Task objective:
Which lines in the listing below contain the word "Jasmin"? Copy each one.

Data provided:
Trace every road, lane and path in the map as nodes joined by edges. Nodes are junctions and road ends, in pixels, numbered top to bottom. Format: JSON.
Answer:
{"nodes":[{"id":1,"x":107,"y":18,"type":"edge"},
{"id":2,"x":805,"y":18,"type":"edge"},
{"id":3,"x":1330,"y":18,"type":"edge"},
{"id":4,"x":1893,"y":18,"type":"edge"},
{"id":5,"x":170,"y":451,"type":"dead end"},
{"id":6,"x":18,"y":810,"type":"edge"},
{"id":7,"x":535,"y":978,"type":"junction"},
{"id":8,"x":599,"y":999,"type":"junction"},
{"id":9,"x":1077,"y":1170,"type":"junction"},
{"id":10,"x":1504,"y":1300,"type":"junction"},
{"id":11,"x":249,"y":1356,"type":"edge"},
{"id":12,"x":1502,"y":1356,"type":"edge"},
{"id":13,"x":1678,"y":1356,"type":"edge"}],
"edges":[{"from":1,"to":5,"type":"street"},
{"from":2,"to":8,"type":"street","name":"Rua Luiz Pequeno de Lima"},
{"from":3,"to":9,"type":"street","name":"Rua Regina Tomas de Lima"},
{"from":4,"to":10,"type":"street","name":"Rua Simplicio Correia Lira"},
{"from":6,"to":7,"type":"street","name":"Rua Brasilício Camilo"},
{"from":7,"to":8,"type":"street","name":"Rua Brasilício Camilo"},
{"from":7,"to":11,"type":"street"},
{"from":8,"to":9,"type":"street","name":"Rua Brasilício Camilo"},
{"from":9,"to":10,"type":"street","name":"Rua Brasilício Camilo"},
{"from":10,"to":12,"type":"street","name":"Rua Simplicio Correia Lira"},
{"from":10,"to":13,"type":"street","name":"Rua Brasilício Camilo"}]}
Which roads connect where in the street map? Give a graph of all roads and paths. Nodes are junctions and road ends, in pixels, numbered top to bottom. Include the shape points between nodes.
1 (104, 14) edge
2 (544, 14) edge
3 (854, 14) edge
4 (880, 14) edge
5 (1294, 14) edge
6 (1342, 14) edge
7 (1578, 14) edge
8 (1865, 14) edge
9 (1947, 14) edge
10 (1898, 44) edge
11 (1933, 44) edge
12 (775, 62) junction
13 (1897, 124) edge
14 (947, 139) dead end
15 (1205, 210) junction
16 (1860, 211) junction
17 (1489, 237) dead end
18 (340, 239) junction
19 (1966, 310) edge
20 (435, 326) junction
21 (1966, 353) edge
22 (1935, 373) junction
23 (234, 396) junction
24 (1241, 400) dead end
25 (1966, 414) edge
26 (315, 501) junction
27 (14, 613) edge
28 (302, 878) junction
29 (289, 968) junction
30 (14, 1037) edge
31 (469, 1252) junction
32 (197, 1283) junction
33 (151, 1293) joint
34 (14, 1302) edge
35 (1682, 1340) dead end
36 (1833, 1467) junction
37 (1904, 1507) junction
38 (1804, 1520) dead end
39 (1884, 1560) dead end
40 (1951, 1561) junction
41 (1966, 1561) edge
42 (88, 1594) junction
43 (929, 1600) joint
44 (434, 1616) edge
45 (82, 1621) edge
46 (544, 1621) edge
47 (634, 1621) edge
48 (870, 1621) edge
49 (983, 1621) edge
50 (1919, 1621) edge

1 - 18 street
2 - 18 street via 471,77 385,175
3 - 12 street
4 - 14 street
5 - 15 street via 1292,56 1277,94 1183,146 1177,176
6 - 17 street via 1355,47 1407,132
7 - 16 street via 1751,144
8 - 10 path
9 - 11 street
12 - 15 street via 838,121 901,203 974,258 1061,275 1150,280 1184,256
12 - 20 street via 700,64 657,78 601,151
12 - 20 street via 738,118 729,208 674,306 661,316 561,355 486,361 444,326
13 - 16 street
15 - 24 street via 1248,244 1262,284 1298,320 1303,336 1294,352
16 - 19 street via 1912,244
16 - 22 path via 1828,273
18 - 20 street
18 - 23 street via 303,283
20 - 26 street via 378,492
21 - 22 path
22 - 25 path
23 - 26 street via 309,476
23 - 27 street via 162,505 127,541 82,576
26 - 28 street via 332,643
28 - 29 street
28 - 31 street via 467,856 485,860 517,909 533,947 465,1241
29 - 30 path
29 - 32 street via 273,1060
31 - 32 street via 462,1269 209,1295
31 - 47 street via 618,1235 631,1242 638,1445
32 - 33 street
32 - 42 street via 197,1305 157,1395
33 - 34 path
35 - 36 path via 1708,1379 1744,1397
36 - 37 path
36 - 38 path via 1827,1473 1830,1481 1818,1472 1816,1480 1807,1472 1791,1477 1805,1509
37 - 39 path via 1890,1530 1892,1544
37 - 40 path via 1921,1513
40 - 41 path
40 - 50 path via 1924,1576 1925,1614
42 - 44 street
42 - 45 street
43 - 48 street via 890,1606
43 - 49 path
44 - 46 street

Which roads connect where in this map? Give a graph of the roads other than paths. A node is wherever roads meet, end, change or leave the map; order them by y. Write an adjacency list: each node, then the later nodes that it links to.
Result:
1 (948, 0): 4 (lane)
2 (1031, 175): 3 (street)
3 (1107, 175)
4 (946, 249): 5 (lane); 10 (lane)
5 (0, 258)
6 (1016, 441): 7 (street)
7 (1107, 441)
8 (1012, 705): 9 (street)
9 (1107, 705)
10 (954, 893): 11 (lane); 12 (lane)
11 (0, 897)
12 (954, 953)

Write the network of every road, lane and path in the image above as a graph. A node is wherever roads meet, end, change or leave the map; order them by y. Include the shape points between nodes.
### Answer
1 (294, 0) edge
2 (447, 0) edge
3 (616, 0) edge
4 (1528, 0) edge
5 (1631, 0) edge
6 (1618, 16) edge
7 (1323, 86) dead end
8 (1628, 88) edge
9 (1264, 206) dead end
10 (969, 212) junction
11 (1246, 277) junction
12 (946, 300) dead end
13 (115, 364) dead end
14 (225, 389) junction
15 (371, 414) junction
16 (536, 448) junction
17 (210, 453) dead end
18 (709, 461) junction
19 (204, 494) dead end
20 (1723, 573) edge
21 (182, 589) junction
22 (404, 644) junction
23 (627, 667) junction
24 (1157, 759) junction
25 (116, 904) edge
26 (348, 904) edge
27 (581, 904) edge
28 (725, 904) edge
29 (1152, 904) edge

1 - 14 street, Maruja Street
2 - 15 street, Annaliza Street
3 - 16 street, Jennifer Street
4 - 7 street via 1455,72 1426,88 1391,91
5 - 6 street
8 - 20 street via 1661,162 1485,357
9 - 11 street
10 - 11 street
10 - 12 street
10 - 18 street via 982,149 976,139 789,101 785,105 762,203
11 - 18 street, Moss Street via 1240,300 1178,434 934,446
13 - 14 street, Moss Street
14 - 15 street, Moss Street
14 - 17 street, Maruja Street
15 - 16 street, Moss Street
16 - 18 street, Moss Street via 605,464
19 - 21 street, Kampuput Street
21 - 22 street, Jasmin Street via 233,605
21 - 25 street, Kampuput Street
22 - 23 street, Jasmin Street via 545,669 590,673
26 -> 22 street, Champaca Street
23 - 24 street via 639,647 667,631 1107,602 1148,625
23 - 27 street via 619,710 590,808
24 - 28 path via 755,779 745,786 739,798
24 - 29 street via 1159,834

Reply:
21 - 22 street, Jasmin Street via 233,605
22 - 23 street, Jasmin Street via 545,669 590,673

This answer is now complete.